> [PROBLEM DESCRIPTION] Copy out all lines of the records in which the word "ring" appears.

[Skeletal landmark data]
=== Section Start ===

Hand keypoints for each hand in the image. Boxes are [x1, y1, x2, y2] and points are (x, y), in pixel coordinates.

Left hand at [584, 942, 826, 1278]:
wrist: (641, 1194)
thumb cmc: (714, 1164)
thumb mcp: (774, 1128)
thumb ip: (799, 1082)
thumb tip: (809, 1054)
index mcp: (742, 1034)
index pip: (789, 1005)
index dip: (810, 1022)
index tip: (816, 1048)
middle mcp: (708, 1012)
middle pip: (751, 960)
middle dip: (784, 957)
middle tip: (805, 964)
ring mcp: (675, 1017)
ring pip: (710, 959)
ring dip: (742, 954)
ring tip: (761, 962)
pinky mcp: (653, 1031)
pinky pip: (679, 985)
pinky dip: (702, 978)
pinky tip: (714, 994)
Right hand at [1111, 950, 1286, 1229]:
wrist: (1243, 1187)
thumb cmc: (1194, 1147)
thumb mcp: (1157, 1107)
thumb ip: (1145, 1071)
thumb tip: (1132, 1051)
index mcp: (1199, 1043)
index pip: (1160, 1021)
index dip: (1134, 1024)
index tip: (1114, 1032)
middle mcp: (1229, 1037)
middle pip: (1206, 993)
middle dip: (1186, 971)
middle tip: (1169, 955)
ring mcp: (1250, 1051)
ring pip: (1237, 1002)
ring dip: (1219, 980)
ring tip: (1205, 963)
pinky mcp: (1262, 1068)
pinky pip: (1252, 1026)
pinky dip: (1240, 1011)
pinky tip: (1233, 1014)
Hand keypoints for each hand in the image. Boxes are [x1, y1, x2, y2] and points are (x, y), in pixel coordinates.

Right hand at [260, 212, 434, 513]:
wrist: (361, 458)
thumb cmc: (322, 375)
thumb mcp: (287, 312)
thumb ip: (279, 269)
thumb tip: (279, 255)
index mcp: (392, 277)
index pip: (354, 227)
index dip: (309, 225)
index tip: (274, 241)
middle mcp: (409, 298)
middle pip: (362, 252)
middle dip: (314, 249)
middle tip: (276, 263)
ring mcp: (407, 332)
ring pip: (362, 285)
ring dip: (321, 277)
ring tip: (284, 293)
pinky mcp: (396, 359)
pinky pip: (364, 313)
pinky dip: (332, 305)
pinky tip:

=== Section End ===

> [COMPLETED TASK]
ring mcp: (675, 1017)
ring pip: (710, 959)
ring dip: (742, 954)
ring tip: (761, 962)
ring mcp: (1250, 1051)
ring pip: (1237, 1002)
ring dip: (1219, 980)
ring tip: (1205, 963)
ring mcp: (407, 332)
ring pip: (362, 285)
ring dip: (321, 277)
ring tip: (284, 293)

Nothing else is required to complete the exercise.